§ ASSIGNED TASK
Your task is to give the data again, exactly, with every line intact.

§ SUPPLIED MATERIAL
▬▬▬▬▬▬

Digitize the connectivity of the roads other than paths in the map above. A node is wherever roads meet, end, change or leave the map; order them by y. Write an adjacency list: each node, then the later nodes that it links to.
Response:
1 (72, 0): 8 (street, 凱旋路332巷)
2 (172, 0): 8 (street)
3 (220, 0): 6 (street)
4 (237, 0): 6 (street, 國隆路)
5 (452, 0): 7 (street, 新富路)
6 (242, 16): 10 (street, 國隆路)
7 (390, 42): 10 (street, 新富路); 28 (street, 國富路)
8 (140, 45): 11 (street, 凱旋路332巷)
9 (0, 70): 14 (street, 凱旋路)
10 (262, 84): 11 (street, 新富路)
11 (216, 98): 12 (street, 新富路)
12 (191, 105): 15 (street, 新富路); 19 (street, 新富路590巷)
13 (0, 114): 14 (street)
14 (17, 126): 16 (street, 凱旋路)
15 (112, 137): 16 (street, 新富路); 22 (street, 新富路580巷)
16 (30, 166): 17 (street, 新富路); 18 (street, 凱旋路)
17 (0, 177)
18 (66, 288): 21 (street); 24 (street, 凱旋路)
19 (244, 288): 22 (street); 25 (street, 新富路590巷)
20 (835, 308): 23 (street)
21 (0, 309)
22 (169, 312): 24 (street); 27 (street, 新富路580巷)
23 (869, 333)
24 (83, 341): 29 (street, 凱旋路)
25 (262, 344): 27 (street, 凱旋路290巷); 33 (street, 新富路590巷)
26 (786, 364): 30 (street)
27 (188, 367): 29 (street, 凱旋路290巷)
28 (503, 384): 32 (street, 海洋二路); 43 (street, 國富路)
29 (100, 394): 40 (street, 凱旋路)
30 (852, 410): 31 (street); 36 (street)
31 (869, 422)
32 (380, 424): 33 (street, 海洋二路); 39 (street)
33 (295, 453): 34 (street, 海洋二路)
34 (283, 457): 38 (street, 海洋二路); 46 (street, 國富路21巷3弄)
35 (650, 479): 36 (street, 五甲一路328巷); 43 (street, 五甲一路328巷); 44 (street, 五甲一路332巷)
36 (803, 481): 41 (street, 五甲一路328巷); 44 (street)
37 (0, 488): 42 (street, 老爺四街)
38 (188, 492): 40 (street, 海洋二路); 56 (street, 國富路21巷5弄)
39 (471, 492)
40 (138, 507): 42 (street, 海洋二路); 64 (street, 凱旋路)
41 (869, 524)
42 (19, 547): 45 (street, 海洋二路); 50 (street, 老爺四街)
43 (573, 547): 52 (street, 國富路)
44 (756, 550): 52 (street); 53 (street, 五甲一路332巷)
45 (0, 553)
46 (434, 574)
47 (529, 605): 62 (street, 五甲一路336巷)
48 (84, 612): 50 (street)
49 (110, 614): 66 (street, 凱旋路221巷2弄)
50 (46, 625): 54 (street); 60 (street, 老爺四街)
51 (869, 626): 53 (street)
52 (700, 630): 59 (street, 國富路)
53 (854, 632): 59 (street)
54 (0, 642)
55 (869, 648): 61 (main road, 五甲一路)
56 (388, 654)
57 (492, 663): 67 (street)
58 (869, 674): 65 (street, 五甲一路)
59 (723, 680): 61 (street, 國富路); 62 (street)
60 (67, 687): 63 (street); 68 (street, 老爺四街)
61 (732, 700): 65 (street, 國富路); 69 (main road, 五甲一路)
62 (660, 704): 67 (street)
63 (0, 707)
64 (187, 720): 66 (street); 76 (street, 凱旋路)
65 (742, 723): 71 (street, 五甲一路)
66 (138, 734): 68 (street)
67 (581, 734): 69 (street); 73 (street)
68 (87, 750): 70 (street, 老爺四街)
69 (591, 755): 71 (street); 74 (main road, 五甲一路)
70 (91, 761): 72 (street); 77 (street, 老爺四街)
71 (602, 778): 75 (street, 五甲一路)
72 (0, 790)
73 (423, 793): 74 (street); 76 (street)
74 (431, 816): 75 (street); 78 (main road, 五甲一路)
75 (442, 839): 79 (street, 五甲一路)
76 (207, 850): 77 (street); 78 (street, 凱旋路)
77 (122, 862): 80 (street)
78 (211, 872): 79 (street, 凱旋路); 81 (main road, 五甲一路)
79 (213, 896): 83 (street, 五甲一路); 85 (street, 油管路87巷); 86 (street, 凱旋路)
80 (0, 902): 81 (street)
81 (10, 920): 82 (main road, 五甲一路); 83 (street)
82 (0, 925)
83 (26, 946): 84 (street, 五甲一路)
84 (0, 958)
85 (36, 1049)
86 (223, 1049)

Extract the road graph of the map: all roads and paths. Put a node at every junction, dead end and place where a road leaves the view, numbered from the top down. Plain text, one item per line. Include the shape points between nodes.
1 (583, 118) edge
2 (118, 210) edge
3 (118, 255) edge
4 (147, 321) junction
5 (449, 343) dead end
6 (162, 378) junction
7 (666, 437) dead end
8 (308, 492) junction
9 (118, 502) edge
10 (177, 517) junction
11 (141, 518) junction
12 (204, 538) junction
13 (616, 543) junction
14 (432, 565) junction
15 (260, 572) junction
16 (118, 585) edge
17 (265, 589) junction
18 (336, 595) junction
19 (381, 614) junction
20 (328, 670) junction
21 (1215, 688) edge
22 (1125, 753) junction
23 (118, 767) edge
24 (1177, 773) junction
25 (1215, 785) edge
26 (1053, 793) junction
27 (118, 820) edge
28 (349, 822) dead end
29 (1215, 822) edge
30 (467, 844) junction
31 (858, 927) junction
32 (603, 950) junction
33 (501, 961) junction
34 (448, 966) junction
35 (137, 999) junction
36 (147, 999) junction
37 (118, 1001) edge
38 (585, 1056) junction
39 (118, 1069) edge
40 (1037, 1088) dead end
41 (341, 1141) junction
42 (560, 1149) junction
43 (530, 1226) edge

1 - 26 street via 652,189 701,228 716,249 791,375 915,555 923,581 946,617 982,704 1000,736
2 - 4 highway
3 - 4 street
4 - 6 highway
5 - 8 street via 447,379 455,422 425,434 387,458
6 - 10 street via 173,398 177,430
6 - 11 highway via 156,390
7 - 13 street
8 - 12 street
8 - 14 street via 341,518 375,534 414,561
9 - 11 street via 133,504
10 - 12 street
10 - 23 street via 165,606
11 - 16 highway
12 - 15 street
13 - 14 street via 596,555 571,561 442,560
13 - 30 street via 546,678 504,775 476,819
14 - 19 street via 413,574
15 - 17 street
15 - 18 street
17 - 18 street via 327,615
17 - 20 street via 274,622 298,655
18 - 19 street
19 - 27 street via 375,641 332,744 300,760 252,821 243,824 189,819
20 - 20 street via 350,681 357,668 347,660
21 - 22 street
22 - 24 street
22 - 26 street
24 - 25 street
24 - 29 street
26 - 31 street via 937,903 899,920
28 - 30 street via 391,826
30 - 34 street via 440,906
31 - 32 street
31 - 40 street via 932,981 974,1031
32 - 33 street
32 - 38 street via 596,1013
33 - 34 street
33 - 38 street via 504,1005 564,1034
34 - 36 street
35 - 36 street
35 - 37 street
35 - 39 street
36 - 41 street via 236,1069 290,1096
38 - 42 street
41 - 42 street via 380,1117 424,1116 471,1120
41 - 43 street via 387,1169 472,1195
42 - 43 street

▬▬▬▬▬▬

§ RESULT
Digitize the connectivity of the roads other than paths in the map above. A node is wherever roads meet, end, change or leave the map; order them by y. Write an adjacency list: each node, then the later nodes that it links to.
Response:
1 (72, 0): 8 (street, 凱旋路332巷)
2 (172, 0): 8 (street)
3 (220, 0): 6 (street)
4 (237, 0): 6 (street, 國隆路)
5 (452, 0): 7 (street, 新富路)
6 (242, 16): 10 (street, 國隆路)
7 (390, 42): 10 (street, 新富路); 28 (street, 國富路)
8 (140, 45): 11 (street, 凱旋路332巷)
9 (0, 70): 14 (street, 凱旋路)
10 (262, 84): 11 (street, 新富路)
11 (216, 98): 12 (street, 新富路)
12 (191, 105): 15 (street, 新富路); 19 (street, 新富路590巷)
13 (0, 114): 14 (street)
14 (17, 126): 16 (street, 凱旋路)
15 (112, 137): 16 (street, 新富路); 22 (street, 新富路580巷)
16 (30, 166): 17 (street, 新富路); 18 (street, 凱旋路)
17 (0, 177)
18 (66, 288): 21 (street); 24 (street, 凱旋路)
19 (244, 288): 22 (street); 25 (street, 新富路590巷)
20 (835, 308): 23 (street)
21 (0, 309)
22 (169, 312): 24 (street); 27 (street, 新富路580巷)
23 (869, 333)
24 (83, 341): 29 (street, 凱旋路)
25 (262, 344): 27 (street, 凱旋路290巷); 33 (street, 新富路590巷)
26 (786, 364): 30 (street)
27 (188, 367): 29 (street, 凱旋路290巷)
28 (503, 384): 32 (street, 海洋二路); 43 (street, 國富路)
29 (100, 394): 40 (street, 凱旋路)
30 (852, 410): 31 (street); 36 (street)
31 (869, 422)
32 (380, 424): 33 (street, 海洋二路); 39 (street)
33 (295, 453): 34 (street, 海洋二路)
34 (283, 457): 38 (street, 海洋二路); 46 (street, 國富路21巷3弄)
35 (650, 479): 36 (street, 五甲一路328巷); 43 (street, 五甲一路328巷); 44 (street, 五甲一路332巷)
36 (803, 481): 41 (street, 五甲一路328巷); 44 (street)
37 (0, 488): 42 (street, 老爺四街)
38 (188, 492): 40 (street, 海洋二路); 56 (street, 國富路21巷5弄)
39 (471, 492)
40 (138, 507): 42 (street, 海洋二路); 64 (street, 凱旋路)
41 (869, 524)
42 (19, 547): 45 (street, 海洋二路); 50 (street, 老爺四街)
43 (573, 547): 52 (street, 國富路)
44 (756, 550): 52 (street); 53 (street, 五甲一路332巷)
45 (0, 553)
46 (434, 574)
47 (529, 605): 62 (street, 五甲一路336巷)
48 (84, 612): 50 (street)
49 (110, 614): 66 (street, 凱旋路221巷2弄)
50 (46, 625): 54 (street); 60 (street, 老爺四街)
51 (869, 626): 53 (street)
52 (700, 630): 59 (street, 國富路)
53 (854, 632): 59 (street)
54 (0, 642)
55 (869, 648): 61 (main road, 五甲一路)
56 (388, 654)
57 (492, 663): 67 (street)
58 (869, 674): 65 (street, 五甲一路)
59 (723, 680): 61 (street, 國富路); 62 (street)
60 (67, 687): 63 (street); 68 (street, 老爺四街)
61 (732, 700): 65 (street, 國富路); 69 (main road, 五甲一路)
62 (660, 704): 67 (street)
63 (0, 707)
64 (187, 720): 66 (street); 76 (street, 凱旋路)
65 (742, 723): 71 (street, 五甲一路)
66 (138, 734): 68 (street)
67 (581, 734): 69 (street); 73 (street)
68 (87, 750): 70 (street, 老爺四街)
69 (591, 755): 71 (street); 74 (main road, 五甲一路)
70 (91, 761): 72 (street); 77 (street, 老爺四街)
71 (602, 778): 75 (street, 五甲一路)
72 (0, 790)
73 (423, 793): 74 (street); 76 (street)
74 (431, 816): 75 (street); 78 (main road, 五甲一路)
75 (442, 839): 79 (street, 五甲一路)
76 (207, 850): 77 (street); 78 (street, 凱旋路)
77 (122, 862): 80 (street)
78 (211, 872): 79 (street, 凱旋路); 81 (main road, 五甲一路)
79 (213, 896): 83 (street, 五甲一路); 85 (street, 油管路87巷); 86 (street, 凱旋路)
80 (0, 902): 81 (street)
81 (10, 920): 82 (main road, 五甲一路); 83 (street)
82 (0, 925)
83 (26, 946): 84 (street, 五甲一路)
84 (0, 958)
85 (36, 1049)
86 (223, 1049)

Extract the road graph of the map: all roads and paths. Put a node at every junction, dead end and place where a road leaves the view, numbered from the top down. Plain text, one item per line. Include the shape points between nodes.
1 (583, 118) edge
2 (118, 210) edge
3 (118, 255) edge
4 (147, 321) junction
5 (449, 343) dead end
6 (162, 378) junction
7 (666, 437) dead end
8 (308, 492) junction
9 (118, 502) edge
10 (177, 517) junction
11 (141, 518) junction
12 (204, 538) junction
13 (616, 543) junction
14 (432, 565) junction
15 (260, 572) junction
16 (118, 585) edge
17 (265, 589) junction
18 (336, 595) junction
19 (381, 614) junction
20 (328, 670) junction
21 (1215, 688) edge
22 (1125, 753) junction
23 (118, 767) edge
24 (1177, 773) junction
25 (1215, 785) edge
26 (1053, 793) junction
27 (118, 820) edge
28 (349, 822) dead end
29 (1215, 822) edge
30 (467, 844) junction
31 (858, 927) junction
32 (603, 950) junction
33 (501, 961) junction
34 (448, 966) junction
35 (137, 999) junction
36 (147, 999) junction
37 (118, 1001) edge
38 (585, 1056) junction
39 (118, 1069) edge
40 (1037, 1088) dead end
41 (341, 1141) junction
42 (560, 1149) junction
43 (530, 1226) edge

1 - 26 street via 652,189 701,228 716,249 791,375 915,555 923,581 946,617 982,704 1000,736
2 - 4 highway
3 - 4 street
4 - 6 highway
5 - 8 street via 447,379 455,422 425,434 387,458
6 - 10 street via 173,398 177,430
6 - 11 highway via 156,390
7 - 13 street
8 - 12 street
8 - 14 street via 341,518 375,534 414,561
9 - 11 street via 133,504
10 - 12 street
10 - 23 street via 165,606
11 - 16 highway
12 - 15 street
13 - 14 street via 596,555 571,561 442,560
13 - 30 street via 546,678 504,775 476,819
14 - 19 street via 413,574
15 - 17 street
15 - 18 street
17 - 18 street via 327,615
17 - 20 street via 274,622 298,655
18 - 19 street
19 - 27 street via 375,641 332,744 300,760 252,821 243,824 189,819
20 - 20 street via 350,681 357,668 347,660
21 - 22 street
22 - 24 street
22 - 26 street
24 - 25 street
24 - 29 street
26 - 31 street via 937,903 899,920
28 - 30 street via 391,826
30 - 34 street via 440,906
31 - 32 street
31 - 40 street via 932,981 974,1031
32 - 33 street
32 - 38 street via 596,1013
33 - 34 street
33 - 38 street via 504,1005 564,1034
34 - 36 street
35 - 36 street
35 - 37 street
35 - 39 street
36 - 41 street via 236,1069 290,1096
38 - 42 street
41 - 42 street via 380,1117 424,1116 471,1120
41 - 43 street via 387,1169 472,1195
42 - 43 street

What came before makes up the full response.